• **Prompt**
Scan the entries below. Return every line that includes "Trans".

• **Extracted entries**

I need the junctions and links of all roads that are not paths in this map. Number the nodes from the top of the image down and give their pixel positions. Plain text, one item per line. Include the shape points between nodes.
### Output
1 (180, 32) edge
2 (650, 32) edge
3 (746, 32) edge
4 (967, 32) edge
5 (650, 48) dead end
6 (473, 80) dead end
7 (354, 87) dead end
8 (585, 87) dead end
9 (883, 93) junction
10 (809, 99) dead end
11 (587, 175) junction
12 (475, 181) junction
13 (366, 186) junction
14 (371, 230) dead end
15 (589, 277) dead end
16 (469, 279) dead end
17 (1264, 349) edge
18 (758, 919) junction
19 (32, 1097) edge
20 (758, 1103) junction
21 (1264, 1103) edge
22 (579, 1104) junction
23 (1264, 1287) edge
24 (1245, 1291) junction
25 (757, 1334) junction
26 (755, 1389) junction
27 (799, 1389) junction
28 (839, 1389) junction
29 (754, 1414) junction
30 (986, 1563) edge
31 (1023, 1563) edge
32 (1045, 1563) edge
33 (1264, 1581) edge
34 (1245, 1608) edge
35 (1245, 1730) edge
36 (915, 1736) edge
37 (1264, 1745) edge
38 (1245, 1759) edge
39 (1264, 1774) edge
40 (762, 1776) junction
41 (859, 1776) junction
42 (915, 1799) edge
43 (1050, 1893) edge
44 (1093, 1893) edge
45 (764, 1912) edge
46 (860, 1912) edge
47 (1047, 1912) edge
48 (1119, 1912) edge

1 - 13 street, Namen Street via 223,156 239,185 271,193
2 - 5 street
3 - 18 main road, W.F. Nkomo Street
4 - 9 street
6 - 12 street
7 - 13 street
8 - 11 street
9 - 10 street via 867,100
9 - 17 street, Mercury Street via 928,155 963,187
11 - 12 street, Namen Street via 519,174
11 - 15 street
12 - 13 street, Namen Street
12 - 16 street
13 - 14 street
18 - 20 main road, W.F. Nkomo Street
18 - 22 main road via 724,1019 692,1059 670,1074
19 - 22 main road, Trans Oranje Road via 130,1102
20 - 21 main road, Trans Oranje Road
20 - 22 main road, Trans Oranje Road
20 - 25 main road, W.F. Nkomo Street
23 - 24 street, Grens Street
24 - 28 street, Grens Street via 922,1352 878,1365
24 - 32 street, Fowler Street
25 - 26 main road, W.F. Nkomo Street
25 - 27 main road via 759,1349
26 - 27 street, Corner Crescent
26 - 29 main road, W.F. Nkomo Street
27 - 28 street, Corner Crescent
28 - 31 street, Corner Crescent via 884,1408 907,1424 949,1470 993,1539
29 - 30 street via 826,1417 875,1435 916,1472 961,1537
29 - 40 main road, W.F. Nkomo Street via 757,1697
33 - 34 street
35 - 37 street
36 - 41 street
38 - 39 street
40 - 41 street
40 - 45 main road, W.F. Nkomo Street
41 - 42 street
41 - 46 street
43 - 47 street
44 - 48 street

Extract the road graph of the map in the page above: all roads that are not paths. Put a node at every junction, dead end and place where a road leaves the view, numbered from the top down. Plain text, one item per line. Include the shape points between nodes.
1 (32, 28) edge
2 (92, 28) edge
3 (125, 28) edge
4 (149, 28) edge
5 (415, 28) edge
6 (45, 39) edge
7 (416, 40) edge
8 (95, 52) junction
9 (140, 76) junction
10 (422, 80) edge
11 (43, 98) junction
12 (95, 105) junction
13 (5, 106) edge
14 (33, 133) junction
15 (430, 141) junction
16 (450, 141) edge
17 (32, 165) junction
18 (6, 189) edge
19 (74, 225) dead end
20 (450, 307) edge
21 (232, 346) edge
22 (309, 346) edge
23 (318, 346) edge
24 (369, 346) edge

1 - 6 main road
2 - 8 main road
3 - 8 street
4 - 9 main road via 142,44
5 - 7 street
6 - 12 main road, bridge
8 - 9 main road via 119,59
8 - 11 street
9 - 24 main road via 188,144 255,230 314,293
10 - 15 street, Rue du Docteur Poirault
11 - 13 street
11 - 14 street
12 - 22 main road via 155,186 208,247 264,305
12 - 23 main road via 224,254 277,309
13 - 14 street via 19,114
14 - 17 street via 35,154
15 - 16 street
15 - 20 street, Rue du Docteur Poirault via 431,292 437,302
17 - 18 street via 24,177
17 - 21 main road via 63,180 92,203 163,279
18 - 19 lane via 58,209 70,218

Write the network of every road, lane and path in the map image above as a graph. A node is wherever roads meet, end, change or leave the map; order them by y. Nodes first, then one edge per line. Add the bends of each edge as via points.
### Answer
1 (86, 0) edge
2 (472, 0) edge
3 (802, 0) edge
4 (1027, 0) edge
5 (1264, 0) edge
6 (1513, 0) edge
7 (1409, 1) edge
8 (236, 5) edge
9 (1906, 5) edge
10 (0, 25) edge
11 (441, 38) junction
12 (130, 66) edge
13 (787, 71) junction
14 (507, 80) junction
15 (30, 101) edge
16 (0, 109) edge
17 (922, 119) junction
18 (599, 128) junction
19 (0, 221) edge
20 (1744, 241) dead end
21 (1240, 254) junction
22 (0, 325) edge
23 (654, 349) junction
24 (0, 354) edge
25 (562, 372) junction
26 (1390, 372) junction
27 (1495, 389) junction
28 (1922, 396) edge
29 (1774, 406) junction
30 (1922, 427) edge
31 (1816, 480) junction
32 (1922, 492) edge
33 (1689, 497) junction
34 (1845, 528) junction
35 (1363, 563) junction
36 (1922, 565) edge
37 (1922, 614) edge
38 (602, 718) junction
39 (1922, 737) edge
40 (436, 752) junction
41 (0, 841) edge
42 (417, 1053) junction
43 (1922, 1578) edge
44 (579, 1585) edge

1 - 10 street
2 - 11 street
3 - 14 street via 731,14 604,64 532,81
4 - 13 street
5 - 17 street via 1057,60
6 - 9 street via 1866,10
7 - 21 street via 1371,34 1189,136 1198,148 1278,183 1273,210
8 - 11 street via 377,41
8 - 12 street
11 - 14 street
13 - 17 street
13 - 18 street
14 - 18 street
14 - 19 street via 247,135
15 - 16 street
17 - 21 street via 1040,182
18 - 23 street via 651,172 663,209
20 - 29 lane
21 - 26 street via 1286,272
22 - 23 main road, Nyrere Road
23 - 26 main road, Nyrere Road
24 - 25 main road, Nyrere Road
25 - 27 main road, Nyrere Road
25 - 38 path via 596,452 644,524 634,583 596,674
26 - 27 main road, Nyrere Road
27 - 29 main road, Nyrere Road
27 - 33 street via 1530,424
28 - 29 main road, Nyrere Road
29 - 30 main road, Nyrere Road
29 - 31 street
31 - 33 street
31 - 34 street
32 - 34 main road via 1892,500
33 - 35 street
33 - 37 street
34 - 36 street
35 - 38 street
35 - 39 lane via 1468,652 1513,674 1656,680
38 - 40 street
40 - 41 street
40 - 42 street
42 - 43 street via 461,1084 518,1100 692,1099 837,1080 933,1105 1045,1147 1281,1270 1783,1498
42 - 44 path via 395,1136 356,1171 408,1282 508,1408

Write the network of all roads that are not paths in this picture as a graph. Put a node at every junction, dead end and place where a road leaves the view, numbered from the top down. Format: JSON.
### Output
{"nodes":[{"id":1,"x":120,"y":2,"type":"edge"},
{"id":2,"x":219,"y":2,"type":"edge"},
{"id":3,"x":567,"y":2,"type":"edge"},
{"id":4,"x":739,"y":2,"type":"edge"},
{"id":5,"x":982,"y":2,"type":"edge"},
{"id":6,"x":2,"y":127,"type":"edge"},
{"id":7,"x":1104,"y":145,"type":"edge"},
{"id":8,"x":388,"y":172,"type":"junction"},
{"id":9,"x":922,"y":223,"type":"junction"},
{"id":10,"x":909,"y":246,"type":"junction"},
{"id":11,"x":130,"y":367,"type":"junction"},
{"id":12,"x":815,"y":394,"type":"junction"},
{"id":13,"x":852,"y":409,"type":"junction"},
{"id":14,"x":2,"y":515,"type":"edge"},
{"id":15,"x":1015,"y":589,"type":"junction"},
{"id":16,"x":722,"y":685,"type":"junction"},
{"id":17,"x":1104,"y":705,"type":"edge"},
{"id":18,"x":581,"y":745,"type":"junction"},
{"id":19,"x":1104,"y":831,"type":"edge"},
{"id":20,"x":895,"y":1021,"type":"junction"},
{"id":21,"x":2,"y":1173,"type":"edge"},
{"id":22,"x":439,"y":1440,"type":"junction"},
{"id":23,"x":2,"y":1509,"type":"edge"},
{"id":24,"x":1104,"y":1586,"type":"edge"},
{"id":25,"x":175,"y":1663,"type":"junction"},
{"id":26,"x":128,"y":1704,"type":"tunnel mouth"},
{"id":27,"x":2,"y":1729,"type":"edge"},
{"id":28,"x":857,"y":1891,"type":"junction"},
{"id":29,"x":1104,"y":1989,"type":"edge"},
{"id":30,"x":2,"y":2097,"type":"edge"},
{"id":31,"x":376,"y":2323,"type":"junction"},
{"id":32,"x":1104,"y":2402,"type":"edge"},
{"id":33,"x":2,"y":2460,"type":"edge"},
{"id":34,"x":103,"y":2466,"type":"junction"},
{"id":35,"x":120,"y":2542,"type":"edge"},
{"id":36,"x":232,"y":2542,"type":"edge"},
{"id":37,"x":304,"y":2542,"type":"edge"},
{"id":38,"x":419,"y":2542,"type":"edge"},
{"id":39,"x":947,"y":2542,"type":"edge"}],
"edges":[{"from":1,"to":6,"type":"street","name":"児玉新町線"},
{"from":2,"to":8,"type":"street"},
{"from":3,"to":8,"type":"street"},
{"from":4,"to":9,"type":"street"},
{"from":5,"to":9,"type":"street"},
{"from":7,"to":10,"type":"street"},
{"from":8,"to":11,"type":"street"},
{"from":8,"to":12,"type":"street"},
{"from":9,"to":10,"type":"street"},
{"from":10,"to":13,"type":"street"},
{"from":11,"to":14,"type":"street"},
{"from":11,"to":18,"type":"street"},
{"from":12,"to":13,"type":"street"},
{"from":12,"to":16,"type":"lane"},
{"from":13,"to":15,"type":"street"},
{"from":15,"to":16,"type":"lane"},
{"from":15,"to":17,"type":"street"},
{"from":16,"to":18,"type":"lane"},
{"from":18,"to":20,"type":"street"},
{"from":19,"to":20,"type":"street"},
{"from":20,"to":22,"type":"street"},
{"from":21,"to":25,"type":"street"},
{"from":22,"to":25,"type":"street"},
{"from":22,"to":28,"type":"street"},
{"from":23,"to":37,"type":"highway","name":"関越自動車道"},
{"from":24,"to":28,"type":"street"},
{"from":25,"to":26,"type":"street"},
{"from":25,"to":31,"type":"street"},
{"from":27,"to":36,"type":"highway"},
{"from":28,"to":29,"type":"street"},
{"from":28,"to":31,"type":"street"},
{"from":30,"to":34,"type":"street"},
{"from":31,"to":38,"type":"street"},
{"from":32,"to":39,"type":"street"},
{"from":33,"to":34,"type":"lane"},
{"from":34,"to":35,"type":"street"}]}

• **Exercise output**
19 - 22 main road, Trans Oranje Road via 130,1102
20 - 21 main road, Trans Oranje Road
20 - 22 main road, Trans Oranje Road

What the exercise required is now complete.